[self-interest] Performance?

Thu Jul 1 16:51:10 UTC 2004

On Wednesday 30 June 2004 23:05, Michael Latta wrote:
> The Squeak list has postings for bytecodes/sec and sends/sec.  Are
> similar figures avaialble for self?  Is there a benchmark that can be
> run to get similar figures?

I did a quick and dirty translation of the two Squeak benchmarks to Self 
and have attached it. One way to load it is to execute

   'tbench.self' _RunScript

and then get the result of

   0 tinyBenchmarks

> I would be interested in knowing the
> relative performance of the two systems.

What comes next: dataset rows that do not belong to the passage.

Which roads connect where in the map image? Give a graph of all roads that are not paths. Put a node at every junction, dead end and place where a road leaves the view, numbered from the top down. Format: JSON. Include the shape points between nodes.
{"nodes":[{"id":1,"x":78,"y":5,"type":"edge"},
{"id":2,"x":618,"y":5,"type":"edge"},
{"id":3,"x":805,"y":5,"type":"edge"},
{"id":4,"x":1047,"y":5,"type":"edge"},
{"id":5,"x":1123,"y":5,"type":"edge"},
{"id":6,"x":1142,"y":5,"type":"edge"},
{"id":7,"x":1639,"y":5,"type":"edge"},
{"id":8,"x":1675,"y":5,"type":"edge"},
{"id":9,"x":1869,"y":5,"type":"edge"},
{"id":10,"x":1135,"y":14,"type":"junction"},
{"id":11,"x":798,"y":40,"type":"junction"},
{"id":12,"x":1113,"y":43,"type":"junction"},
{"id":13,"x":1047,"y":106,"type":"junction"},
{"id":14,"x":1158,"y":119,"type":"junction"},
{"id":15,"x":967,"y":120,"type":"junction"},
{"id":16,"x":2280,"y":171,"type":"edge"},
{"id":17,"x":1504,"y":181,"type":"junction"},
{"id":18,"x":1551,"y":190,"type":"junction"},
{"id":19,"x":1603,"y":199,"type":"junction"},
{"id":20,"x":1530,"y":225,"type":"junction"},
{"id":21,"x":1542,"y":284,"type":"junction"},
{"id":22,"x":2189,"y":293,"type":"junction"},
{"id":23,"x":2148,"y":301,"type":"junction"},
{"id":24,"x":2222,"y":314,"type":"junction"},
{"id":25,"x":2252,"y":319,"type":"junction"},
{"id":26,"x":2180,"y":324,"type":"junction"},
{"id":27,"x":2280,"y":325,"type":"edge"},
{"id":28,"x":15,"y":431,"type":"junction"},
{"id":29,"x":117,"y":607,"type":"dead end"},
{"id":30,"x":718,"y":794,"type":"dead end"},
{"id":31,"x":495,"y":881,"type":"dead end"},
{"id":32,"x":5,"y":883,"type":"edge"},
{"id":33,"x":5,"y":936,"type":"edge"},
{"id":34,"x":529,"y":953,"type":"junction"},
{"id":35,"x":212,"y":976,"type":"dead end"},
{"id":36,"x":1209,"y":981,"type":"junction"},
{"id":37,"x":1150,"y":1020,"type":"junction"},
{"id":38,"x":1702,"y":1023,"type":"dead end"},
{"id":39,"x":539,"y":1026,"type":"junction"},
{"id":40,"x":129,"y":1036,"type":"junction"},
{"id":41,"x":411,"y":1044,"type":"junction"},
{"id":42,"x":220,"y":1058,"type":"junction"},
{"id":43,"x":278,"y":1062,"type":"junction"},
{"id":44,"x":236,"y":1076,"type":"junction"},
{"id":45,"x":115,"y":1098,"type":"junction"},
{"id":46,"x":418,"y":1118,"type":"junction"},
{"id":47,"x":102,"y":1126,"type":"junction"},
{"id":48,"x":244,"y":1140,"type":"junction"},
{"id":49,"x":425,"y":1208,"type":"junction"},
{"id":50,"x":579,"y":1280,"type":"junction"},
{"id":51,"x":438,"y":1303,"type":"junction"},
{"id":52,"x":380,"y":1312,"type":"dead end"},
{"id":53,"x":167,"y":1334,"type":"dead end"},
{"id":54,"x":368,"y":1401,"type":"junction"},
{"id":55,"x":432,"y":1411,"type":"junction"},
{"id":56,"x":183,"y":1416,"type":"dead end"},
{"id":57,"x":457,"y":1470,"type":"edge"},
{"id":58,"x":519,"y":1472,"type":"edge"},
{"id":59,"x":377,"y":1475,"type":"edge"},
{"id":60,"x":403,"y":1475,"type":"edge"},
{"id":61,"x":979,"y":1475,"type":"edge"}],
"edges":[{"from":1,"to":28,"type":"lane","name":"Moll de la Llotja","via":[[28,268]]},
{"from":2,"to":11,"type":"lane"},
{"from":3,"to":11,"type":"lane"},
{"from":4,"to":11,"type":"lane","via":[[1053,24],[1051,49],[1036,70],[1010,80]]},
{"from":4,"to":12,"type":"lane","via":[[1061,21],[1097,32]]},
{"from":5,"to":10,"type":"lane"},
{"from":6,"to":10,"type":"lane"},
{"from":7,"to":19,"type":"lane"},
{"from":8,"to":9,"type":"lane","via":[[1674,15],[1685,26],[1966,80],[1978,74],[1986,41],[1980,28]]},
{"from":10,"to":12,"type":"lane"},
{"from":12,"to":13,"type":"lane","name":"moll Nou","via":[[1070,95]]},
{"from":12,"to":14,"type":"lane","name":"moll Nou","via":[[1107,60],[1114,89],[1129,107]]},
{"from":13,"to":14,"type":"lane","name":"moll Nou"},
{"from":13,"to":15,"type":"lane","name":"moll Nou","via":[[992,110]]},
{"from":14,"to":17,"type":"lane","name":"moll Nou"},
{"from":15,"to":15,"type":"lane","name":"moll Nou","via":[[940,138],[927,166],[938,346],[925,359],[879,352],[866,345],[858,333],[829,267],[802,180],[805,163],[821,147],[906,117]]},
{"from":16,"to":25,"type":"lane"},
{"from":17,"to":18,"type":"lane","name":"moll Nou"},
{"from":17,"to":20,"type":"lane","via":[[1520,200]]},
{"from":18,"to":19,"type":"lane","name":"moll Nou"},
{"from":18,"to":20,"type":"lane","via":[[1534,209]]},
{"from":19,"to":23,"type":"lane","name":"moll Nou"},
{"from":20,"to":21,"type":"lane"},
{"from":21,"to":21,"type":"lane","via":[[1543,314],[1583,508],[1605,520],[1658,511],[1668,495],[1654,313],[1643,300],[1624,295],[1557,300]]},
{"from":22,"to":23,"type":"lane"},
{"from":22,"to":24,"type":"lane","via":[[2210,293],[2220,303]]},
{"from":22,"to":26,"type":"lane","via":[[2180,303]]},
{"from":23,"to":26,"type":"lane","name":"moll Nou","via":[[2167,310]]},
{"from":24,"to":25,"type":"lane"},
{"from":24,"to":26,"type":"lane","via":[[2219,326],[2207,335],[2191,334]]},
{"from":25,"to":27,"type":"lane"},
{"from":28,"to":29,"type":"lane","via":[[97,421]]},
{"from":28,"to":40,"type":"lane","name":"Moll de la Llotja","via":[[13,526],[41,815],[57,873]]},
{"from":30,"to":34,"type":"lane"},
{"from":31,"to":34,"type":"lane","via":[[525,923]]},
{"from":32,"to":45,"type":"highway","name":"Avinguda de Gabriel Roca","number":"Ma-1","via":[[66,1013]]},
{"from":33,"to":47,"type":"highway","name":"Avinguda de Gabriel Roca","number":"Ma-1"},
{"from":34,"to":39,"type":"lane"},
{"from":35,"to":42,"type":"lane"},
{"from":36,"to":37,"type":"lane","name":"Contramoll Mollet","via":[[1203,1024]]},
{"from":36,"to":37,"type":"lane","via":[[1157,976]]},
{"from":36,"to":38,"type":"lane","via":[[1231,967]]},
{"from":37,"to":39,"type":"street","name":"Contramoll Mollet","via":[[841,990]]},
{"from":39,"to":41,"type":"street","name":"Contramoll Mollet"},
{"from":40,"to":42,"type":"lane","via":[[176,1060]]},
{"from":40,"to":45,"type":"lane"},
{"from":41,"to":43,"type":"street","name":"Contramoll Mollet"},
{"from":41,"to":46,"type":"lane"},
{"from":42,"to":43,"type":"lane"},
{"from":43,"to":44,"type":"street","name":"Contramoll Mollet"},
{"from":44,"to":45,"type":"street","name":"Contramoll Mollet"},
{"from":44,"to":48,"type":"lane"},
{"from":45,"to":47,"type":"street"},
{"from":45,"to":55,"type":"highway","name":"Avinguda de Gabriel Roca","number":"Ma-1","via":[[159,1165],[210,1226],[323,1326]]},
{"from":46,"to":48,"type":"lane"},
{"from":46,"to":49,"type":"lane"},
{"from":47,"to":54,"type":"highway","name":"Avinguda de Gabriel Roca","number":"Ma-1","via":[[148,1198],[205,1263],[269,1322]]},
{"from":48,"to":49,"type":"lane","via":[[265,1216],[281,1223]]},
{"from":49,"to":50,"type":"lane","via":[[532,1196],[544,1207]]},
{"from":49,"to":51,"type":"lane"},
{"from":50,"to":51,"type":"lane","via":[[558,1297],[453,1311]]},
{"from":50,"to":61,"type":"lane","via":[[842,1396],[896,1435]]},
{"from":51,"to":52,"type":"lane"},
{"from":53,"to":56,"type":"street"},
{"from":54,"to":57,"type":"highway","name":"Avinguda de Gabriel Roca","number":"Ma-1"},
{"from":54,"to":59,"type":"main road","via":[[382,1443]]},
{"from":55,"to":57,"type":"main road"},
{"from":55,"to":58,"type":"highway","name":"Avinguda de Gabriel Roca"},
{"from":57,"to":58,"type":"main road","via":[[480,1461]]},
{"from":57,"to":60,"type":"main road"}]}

Self for Linux 2.2 (which only includes the very poor non inlining 
compiler) gets

   4,761,904 bytecodes/sec; 428,523 sends/sec

(I added the commas because otherwise I find it very hard to read these 
numbers) and running it a few more times doesn't change things (no 
recompilation). This is a 600MHz Pentium III, for which Squeak 3.2 
shows these results

   51,405,622 bytecodes/sec; 1,561,049 sends/sec

For a 277MHz UltraSparc II, Self 4.2.1 yields

   95,238,095 bytecodes/sec; 16,202,747 sends/sec

while Squeak 3.6 says

   14,121,800 bytecodes/sec; 678,849 sends/sec

So unless there is something wrong in my translation, or the timing 
functions in either the Linux Self or the Sparc one, the lesson is 
clear: don't leave home without the optimizing compiler ;-)

> Squeak seems to be running
> > 1000 cycles / bytecode.  This seems quite high compared to the
> techniques used in the Self compiler, even with GC and compiler
> overhead.

People have been getting results of 200Mbytecodes/sec or more with 
Squeak on 3GHz machines, which would be 15 clocks per bytecode. The 
Self on Ultra II numbers show this could be improved around 5 times.

-- Jecel
-------------- next part --------------
traits integer _AddSlots: ( |
    tinyBenchmarks = (
        "Report the results of running the two tiny Squeak
         benchmarks in Self.
         ar 9/10/1999: Adjusted to run at least 1 sec to get
         more stable results.
         jaj jun-1-2004: ported to Self"
         "0 tinyBenchmarks"
         | t1. t2. r. n1 <- 1. n2 <- 28 |
         [t1: [n1 benchmark] time.
          t1 < 1000 ] whileTrue: [n1: n1 * 2].
         "Note: benchmark's runtime is about O(n)"
         [t2: [r: n2 benchFib] time.
          t2 < 1000 ] whileTrue: [n2: n2 + 1].
         "Note: benchFib's runtime is about O(k**n)
            where k is the golden number (1 + 5 sqrt) / 2 = 1.618...."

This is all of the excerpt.